• TASK INSTRUCTIONS
This task calls for copying every line of the records that includes the word "street".

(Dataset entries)
###

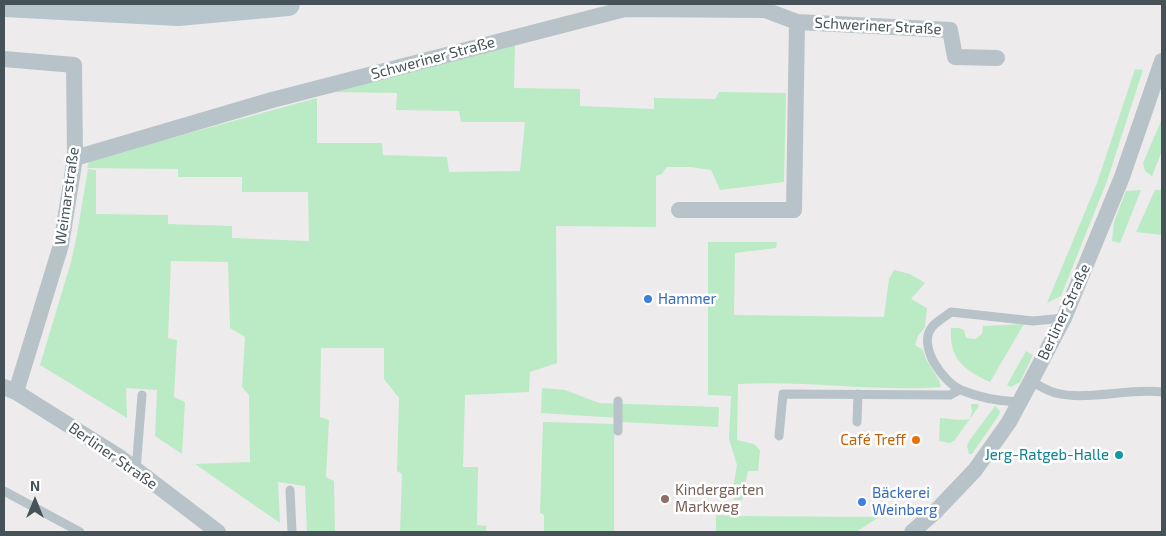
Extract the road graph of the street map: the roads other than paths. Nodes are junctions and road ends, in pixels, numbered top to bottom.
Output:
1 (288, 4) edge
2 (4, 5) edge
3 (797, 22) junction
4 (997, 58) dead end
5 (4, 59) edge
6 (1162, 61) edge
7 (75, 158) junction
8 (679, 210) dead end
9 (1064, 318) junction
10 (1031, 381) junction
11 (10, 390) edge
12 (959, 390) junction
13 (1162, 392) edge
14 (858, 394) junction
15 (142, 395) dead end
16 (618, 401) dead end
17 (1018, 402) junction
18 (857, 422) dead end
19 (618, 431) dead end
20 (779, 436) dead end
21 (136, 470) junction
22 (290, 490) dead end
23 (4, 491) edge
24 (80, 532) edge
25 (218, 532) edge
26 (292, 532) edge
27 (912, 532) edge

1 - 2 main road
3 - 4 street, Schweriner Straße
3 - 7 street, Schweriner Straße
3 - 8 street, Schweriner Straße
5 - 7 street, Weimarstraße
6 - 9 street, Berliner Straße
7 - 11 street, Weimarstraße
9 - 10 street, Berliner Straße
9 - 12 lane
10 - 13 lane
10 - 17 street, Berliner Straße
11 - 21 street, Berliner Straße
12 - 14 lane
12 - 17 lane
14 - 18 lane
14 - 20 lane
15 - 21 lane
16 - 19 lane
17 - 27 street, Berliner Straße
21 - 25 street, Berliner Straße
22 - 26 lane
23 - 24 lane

###

• EXERCISE RESPONSE
Extract the road graph of the street map: the roads other than paths. Nodes are junctions and road ends, in pixels, numbered top to bottom.
3 - 4 street, Schweriner Straße
3 - 7 street, Schweriner Straße
3 - 8 street, Schweriner Straße
5 - 7 street, Weimarstraße
6 - 9 street, Berliner Straße
7 - 11 street, Weimarstraße
9 - 10 street, Berliner Straße
10 - 17 street, Berliner Straße
11 - 21 street, Berliner Straße
17 - 27 street, Berliner Straße
21 - 25 street, Berliner Straße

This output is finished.